DATA UNDER STUDY:
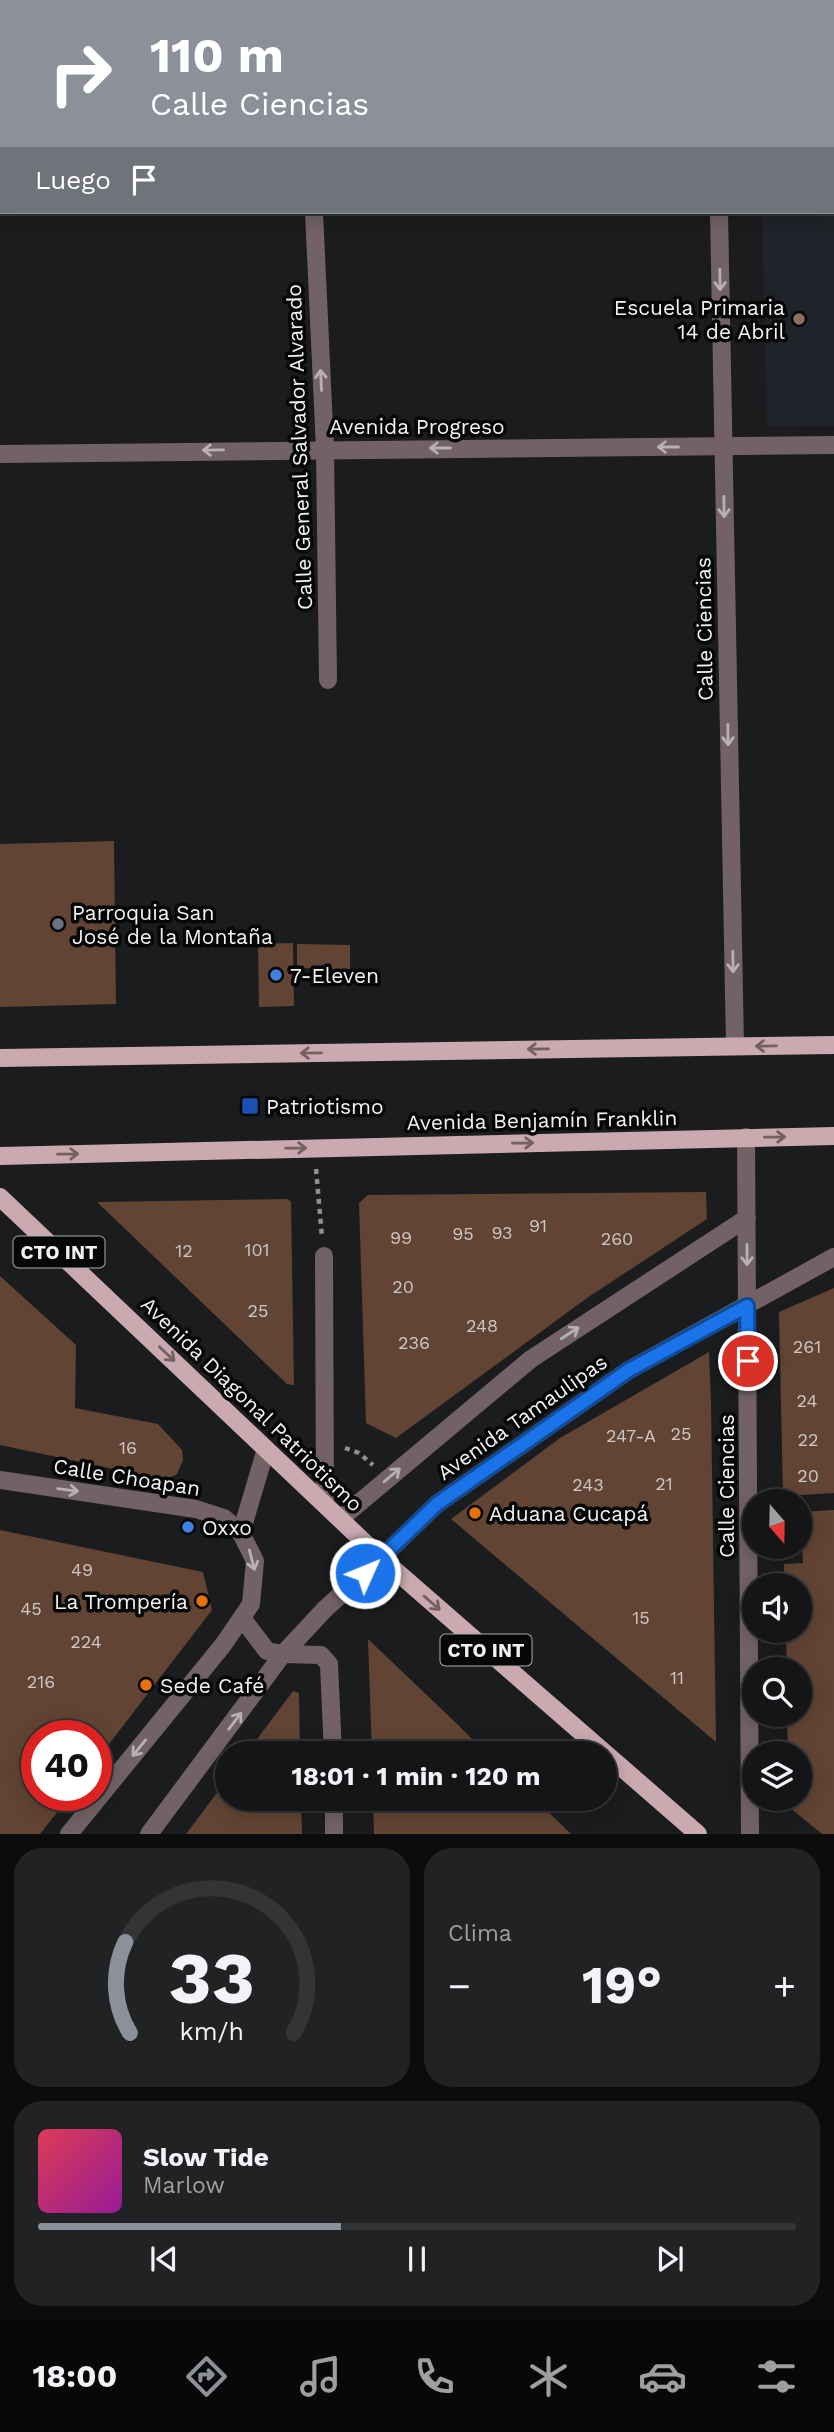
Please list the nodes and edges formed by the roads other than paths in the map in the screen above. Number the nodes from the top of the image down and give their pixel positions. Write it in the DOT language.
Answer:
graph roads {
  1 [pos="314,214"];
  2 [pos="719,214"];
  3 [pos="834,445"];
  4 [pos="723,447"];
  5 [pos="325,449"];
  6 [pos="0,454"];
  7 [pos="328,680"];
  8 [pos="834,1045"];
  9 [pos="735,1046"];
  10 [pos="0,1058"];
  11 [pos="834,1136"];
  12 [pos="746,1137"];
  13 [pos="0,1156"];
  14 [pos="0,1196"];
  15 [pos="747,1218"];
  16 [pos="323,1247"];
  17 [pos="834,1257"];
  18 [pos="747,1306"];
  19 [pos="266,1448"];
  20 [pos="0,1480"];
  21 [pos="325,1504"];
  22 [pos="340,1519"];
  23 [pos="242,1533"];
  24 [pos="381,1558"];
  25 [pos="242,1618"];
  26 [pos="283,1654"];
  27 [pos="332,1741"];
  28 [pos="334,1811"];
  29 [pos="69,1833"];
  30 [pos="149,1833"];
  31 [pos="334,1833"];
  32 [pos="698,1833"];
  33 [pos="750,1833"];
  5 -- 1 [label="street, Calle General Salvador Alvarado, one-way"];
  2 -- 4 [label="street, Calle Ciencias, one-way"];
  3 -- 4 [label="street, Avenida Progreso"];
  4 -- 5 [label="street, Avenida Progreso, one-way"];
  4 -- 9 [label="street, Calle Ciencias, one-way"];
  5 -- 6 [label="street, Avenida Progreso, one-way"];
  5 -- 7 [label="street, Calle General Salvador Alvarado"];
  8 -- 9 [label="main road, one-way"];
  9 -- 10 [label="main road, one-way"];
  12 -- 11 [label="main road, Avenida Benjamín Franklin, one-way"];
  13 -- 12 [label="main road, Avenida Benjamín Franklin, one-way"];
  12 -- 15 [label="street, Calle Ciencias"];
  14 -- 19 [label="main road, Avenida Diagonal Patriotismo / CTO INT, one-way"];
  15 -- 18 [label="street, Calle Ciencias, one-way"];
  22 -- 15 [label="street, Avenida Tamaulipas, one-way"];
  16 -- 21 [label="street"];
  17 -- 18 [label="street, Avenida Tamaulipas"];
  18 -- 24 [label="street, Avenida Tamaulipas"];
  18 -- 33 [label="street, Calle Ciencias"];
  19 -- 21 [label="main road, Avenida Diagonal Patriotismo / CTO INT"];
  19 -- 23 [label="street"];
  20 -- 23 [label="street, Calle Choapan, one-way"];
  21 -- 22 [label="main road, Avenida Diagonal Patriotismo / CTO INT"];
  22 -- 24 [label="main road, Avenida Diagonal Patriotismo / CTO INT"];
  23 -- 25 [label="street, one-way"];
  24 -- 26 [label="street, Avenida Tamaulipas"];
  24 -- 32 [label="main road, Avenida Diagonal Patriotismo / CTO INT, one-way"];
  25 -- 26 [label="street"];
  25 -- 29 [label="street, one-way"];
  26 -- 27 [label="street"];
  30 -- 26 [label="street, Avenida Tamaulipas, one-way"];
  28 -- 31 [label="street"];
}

TASK TO COMPLETE: Write the lines above out again exactly, excluding every picture.

WRITTEN ANSWER:
Please list the nodes and edges formed by the roads other than paths in the map in the screen above. Number the nodes from the top of the image down and give their pixel positions. Write it in the DOT language.
Answer:
graph roads {
  1 [pos="314,214"];
  2 [pos="719,214"];
  3 [pos="834,445"];
  4 [pos="723,447"];
  5 [pos="325,449"];
  6 [pos="0,454"];
  7 [pos="328,680"];
  8 [pos="834,1045"];
  9 [pos="735,1046"];
  10 [pos="0,1058"];
  11 [pos="834,1136"];
  12 [pos="746,1137"];
  13 [pos="0,1156"];
  14 [pos="0,1196"];
  15 [pos="747,1218"];
  16 [pos="323,1247"];
  17 [pos="834,1257"];
  18 [pos="747,1306"];
  19 [pos="266,1448"];
  20 [pos="0,1480"];
  21 [pos="325,1504"];
  22 [pos="340,1519"];
  23 [pos="242,1533"];
  24 [pos="381,1558"];
  25 [pos="242,1618"];
  26 [pos="283,1654"];
  27 [pos="332,1741"];
  28 [pos="334,1811"];
  29 [pos="69,1833"];
  30 [pos="149,1833"];
  31 [pos="334,1833"];
  32 [pos="698,1833"];
  33 [pos="750,1833"];
  5 -- 1 [label="street, Calle General Salvador Alvarado, one-way"];
  2 -- 4 [label="street, Calle Ciencias, one-way"];
  3 -- 4 [label="street, Avenida Progreso"];
  4 -- 5 [label="street, Avenida Progreso, one-way"];
  4 -- 9 [label="street, Calle Ciencias, one-way"];
  5 -- 6 [label="street, Avenida Progreso, one-way"];
  5 -- 7 [label="street, Calle General Salvador Alvarado"];
  8 -- 9 [label="main road, one-way"];
  9 -- 10 [label="main road, one-way"];
  12 -- 11 [label="main road, Avenida Benjamín Franklin, one-way"];
  13 -- 12 [label="main road, Avenida Benjamín Franklin, one-way"];
  12 -- 15 [label="street, Calle Ciencias"];
  14 -- 19 [label="main road, Avenida Diagonal Patriotismo / CTO INT, one-way"];
  15 -- 18 [label="street, Calle Ciencias, one-way"];
  22 -- 15 [label="street, Avenida Tamaulipas, one-way"];
  16 -- 21 [label="street"];
  17 -- 18 [label="street, Avenida Tamaulipas"];
  18 -- 24 [label="street, Avenida Tamaulipas"];
  18 -- 33 [label="street, Calle Ciencias"];
  19 -- 21 [label="main road, Avenida Diagonal Patriotismo / CTO INT"];
  19 -- 23 [label="street"];
  20 -- 23 [label="street, Calle Choapan, one-way"];
  21 -- 22 [label="main road, Avenida Diagonal Patriotismo / CTO INT"];
  22 -- 24 [label="main road, Avenida Diagonal Patriotismo / CTO INT"];
  23 -- 25 [label="street, one-way"];
  24 -- 26 [label="street, Avenida Tamaulipas"];
  24 -- 32 [label="main road, Avenida Diagonal Patriotismo / CTO INT, one-way"];
  25 -- 26 [label="street"];
  25 -- 29 [label="street, one-way"];
  26 -- 27 [label="street"];
  30 -- 26 [label="street, Avenida Tamaulipas, one-way"];
  28 -- 31 [label="street"];
}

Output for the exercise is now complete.